Fatih Tanfer: Futbolda bazı istatikler doğru çıkıyor. Altınordu bugüne kadar Giresun’la 11 maç oynamış hiç galibiyeti yok. 12. maçta da kazanamadı. Hüseyin Hoca iki genç Kadir ve Berkay’a ilk 11’de şans verdi. Kadir’in direkten dönen kafa şutu gol olsa, genç oyuncu adına çok güzel bir anı olacaktı. Altınordu maçın genelinde topa daha fazla sahip olmasına rağmen hücumda etkisizdi. (Bazı oyuncular erken tatile girmişler. Hüseyin Hoca kenarda bu oyunculardan daha fazla çaba gösterdi.) Futbolda gençlerin böyle iniş ve çıkışları olur diyelim. Bizim Altınordu’dan beklentimiz doğru sistem ve doğru oyundur. Bundan da asla taviz vermemelidir. Bir gerçeği kabul edelim; ilk yarıda geçen seneki kadro gücünden çok şey kaybetmiş Altınordu alkışlanacak bir performans gösterdi. Ligin ikinci yarısında çalışmalarının sonucunu görerek hak ettiği yerlere gelmesini umut ediyorum.
Zeminden sağlam çıkmak!
Bülent Buda: Hatay’da sahanın zemini berbat. Giray Hoca’nın maç öncesi yorumuna, yakınmalarına katılmamak haksızlık olur. O zeminden sağlıklı bir biçimde sakatlanmadan çıkmak büyük şans. O olumsuzlukta 40 saniyede gelen ilk gol, ardından ikincisi Vukovic’in talihsiz bir gününü yaşamamasının göstergesiydi. Artık iki farktan sonra o zeminde geriye dönüşü gerçekleştirmek ancak bir mucizeye bağlıydı. Hele 3. gol de gelince Balırkesir’li futbolcuların ‘Bitse de gitsek’ hali çok belirgindi. Türkiye liglerinde hala bu denli kötü zeminlerde maç oynatmak hem futbola, hem de futbolculara karşı büyük ayıptır...

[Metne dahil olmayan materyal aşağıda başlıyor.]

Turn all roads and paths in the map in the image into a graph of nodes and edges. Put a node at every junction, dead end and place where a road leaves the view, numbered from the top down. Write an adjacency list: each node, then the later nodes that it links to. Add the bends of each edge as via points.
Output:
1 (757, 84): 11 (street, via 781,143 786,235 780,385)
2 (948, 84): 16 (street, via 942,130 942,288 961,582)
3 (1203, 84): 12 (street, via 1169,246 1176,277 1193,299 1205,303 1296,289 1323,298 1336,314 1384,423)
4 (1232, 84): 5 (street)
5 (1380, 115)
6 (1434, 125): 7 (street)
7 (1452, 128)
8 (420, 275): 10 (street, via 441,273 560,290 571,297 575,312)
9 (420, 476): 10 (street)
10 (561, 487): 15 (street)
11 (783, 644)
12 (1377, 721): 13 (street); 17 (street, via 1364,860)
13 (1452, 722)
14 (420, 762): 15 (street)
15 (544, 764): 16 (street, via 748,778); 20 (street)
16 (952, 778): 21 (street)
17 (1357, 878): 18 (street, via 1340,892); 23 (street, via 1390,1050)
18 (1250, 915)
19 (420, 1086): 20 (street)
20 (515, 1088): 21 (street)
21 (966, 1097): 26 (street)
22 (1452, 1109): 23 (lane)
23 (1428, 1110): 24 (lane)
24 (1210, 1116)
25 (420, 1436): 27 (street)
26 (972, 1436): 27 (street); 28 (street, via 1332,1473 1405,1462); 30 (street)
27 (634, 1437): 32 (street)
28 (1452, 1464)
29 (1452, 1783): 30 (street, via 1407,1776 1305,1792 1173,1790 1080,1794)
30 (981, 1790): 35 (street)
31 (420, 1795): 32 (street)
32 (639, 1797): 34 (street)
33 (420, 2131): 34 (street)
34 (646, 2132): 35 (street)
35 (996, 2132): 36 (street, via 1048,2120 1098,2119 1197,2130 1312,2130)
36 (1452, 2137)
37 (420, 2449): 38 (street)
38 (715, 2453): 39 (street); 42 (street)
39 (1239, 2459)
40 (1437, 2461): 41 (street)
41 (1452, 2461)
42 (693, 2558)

Fatih Tanfer: Giray Hoca’nın maç öncesi yayıncı kuruluşa yaptığı sahanın zeminiyle ilgili eleştiriler asla gelebilecek mağlubiyete mazeret aramak değildi. Böylesi ağır ve tarlaya dönmüş bir zeminde oynamak futbolcu adına da büyük bir handikaptı. 11 dakikada yenilen iki gol elbette oyun düzenini ve takımın moralini de bozdu. Oyun içinde bu mağlubiyete tepki mi versinler? Yoksa ekmek paraları için sağlıklarını mı korusunlar? Ona bile futbolcular karar veremedi. Siz olsanız ne yapardınız? Elbette ayakta kalabilmek düşüncesi coşkuyu da yok etti. Bu sahada ve bu şartlarda oynanan oyunun teknik analizini yapıp ‘3 gol de yenilir miydi?’ demek futbol adına büyük haksızlık olurdu. Elbette kazansa Play Off yarışının içinde olacaktı. Sevinilecek nokta sakatlıklar olmadan Balıkesir’e dönmek oldu. İyi çalışarak bu yetenekli oyuncuların Balıkesirspor’u hak ettiği yere getireceklerine inanıyorum.
Mehmet Demirtaş: Balıkesirspor Hatay’da çok kötü ve zorlu bir zeminde mücadele etti. Bu zor şartlarda da sonuç olarak çamurdan çıkamadı. Bal Kes’in sezon başından itibaren inişli çıkışlı bir grafiği mevcut. Bütün olumsuzluklara rağmen devreyi 23 puan ile 10. sırada tamamladı. Play Off ile arasında sadece 6 puan fark var. Devre arası onlara iyi gelecektir.